*Assignment*:
Copy every line of the records that includes the word "Punawale".

*Study material*:
══════════
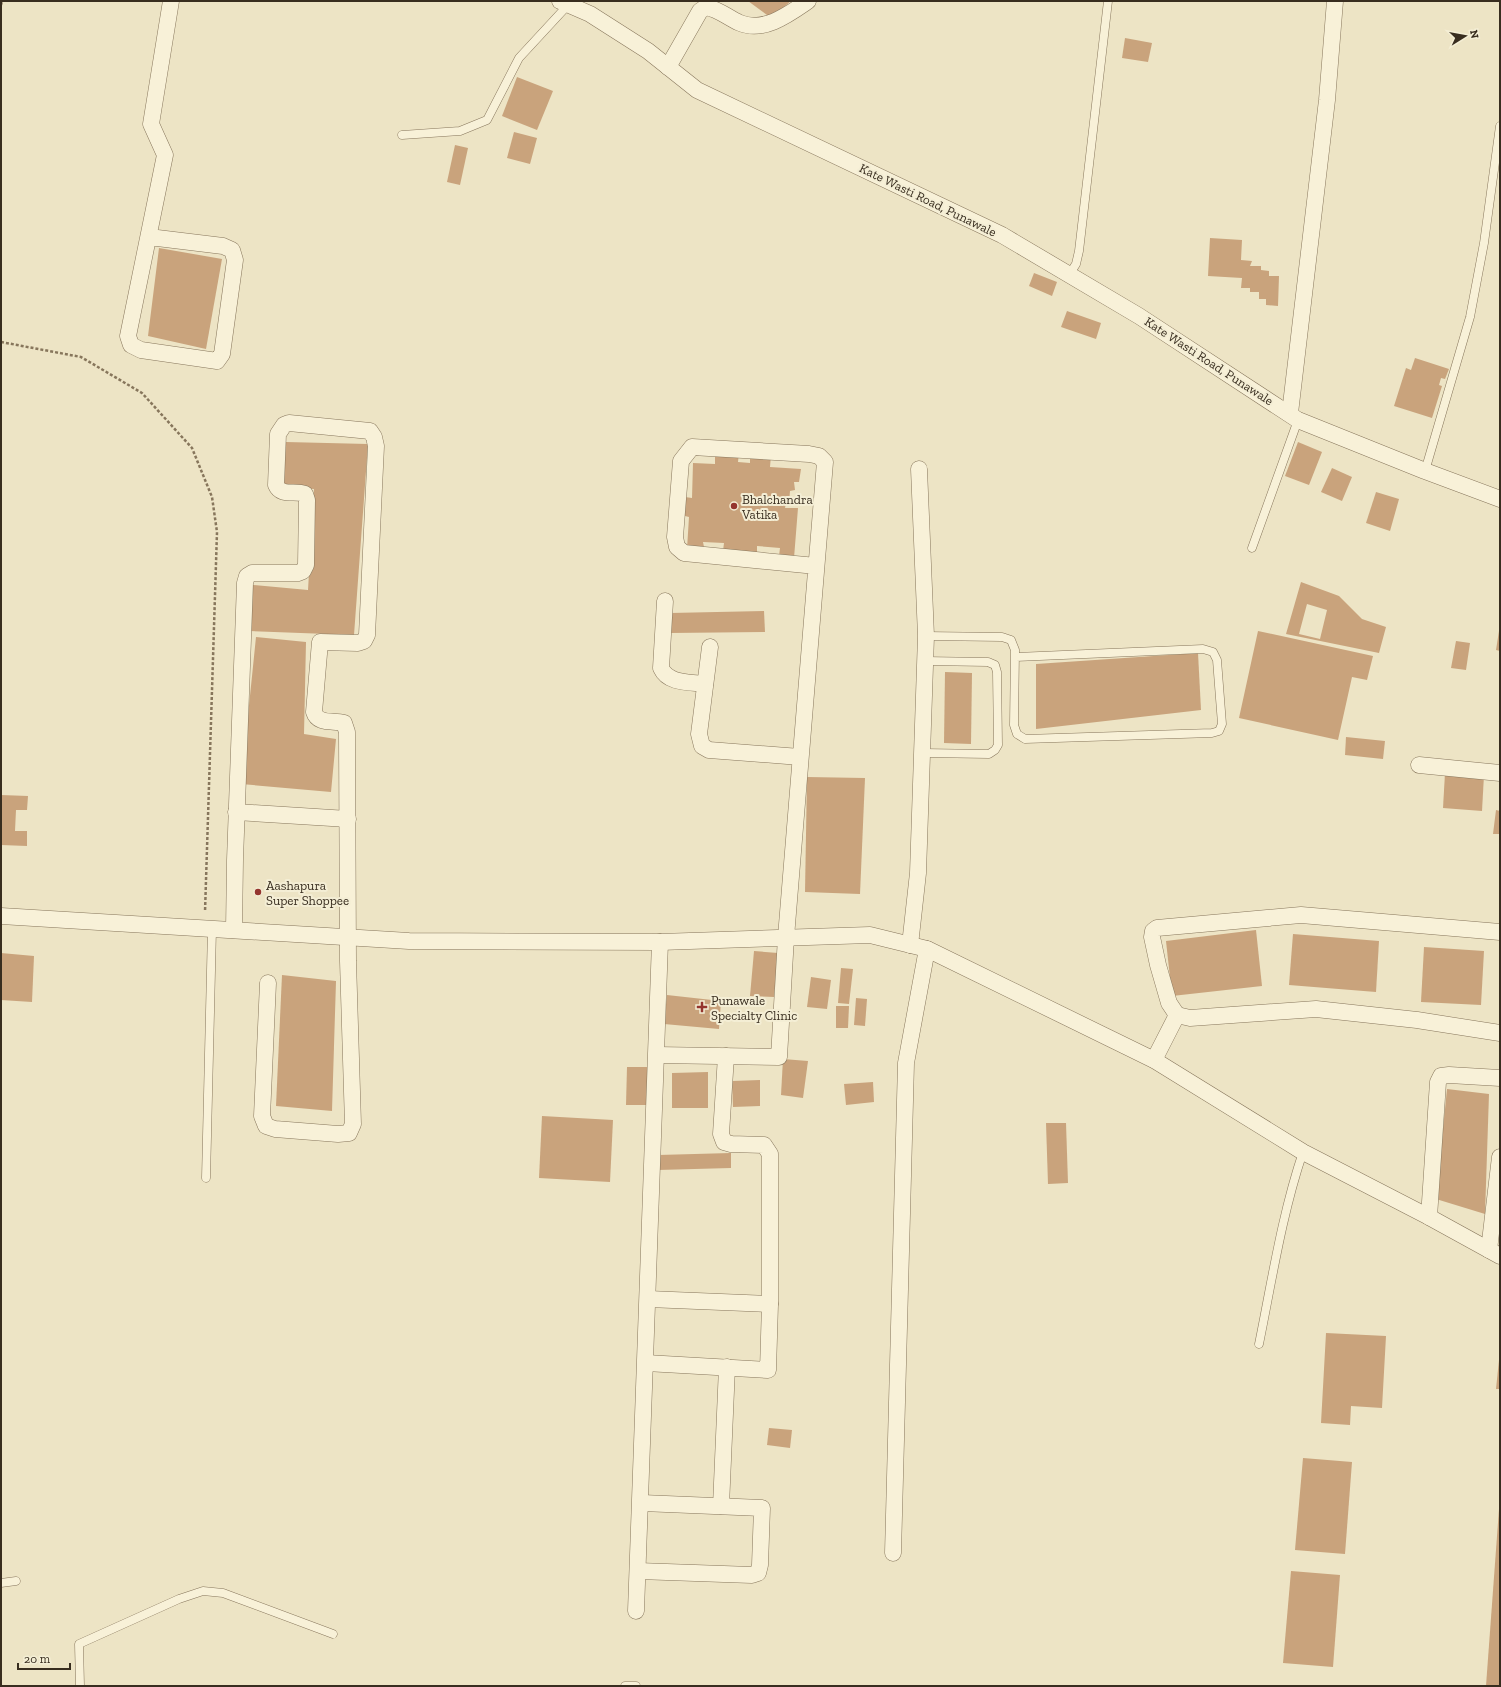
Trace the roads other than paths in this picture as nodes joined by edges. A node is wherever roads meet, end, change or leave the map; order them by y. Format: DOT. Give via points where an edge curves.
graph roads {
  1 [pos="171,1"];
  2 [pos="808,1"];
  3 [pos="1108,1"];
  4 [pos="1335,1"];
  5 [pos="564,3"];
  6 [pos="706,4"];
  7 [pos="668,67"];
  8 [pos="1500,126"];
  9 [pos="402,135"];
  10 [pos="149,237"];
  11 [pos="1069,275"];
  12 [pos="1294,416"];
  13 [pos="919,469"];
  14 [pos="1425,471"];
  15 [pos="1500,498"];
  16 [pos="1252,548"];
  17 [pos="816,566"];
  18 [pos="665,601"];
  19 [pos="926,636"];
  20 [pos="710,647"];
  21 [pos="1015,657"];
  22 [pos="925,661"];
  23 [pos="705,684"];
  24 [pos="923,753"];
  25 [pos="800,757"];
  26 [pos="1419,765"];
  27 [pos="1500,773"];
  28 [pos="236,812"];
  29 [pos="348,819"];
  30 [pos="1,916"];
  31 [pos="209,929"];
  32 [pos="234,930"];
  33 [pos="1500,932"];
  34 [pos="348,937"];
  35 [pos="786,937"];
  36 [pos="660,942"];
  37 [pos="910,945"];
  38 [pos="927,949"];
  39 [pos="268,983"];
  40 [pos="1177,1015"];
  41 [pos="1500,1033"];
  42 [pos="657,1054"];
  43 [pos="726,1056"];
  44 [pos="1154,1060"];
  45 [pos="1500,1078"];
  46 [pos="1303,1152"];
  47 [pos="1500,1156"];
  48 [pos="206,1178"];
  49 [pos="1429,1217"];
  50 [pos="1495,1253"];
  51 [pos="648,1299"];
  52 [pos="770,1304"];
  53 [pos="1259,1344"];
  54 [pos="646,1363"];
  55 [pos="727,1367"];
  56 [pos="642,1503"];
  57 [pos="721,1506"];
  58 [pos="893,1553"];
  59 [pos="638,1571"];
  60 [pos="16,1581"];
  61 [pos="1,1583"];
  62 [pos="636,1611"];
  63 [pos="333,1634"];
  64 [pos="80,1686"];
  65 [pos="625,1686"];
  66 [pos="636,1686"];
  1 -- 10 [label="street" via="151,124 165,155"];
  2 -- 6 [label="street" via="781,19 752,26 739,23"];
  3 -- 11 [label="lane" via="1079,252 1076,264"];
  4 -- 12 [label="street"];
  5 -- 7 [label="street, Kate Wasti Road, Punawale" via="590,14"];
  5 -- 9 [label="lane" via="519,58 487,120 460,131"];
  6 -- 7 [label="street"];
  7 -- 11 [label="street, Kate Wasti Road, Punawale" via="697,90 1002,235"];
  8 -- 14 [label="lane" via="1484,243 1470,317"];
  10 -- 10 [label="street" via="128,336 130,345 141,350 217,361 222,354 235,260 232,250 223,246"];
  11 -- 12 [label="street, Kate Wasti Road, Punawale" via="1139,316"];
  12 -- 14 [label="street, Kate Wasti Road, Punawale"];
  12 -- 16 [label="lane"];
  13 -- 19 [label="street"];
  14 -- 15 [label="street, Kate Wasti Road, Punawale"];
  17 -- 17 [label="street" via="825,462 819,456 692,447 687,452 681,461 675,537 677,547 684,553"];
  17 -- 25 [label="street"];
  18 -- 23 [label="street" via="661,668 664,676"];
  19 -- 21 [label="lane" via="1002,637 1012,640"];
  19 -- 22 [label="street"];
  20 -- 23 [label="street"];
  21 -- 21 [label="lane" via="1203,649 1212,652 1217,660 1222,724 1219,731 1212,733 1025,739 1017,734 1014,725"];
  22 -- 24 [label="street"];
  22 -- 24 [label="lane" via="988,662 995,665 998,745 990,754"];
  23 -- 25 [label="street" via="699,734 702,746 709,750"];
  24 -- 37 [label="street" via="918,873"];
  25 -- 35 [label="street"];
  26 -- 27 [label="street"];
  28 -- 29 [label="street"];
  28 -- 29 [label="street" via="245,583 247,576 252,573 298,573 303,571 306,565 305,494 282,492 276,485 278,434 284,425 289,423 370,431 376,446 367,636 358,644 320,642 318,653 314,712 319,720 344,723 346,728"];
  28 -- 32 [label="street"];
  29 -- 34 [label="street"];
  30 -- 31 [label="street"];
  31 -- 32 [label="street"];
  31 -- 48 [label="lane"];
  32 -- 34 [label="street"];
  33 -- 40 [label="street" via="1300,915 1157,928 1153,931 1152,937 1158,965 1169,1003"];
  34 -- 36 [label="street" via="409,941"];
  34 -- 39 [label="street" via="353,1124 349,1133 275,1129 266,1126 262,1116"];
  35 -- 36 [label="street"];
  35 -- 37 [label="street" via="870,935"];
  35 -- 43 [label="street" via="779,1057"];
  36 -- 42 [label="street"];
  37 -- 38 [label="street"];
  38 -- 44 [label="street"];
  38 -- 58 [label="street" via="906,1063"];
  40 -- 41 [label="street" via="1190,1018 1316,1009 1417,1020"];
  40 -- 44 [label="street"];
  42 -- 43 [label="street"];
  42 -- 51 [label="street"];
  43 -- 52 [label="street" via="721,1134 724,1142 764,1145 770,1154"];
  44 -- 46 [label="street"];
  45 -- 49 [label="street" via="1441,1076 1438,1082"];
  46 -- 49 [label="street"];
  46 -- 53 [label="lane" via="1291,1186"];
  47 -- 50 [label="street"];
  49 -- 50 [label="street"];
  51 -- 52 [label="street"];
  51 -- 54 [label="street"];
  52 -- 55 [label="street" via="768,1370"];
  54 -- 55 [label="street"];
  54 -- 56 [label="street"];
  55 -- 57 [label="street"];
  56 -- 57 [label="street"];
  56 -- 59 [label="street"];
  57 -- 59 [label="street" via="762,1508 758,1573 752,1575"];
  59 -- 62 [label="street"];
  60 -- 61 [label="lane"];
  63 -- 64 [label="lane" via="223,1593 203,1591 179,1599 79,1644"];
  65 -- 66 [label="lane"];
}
══════════
*Completed exercise*:
  5 -- 7 [label="street, Kate Wasti Road, Punawale" via="590,14"];
  7 -- 11 [label="street, Kate Wasti Road, Punawale" via="697,90 1002,235"];
  11 -- 12 [label="street, Kate Wasti Road, Punawale" via="1139,316"];
  12 -- 14 [label="street, Kate Wasti Road, Punawale"];
  14 -- 15 [label="street, Kate Wasti Road, Punawale"];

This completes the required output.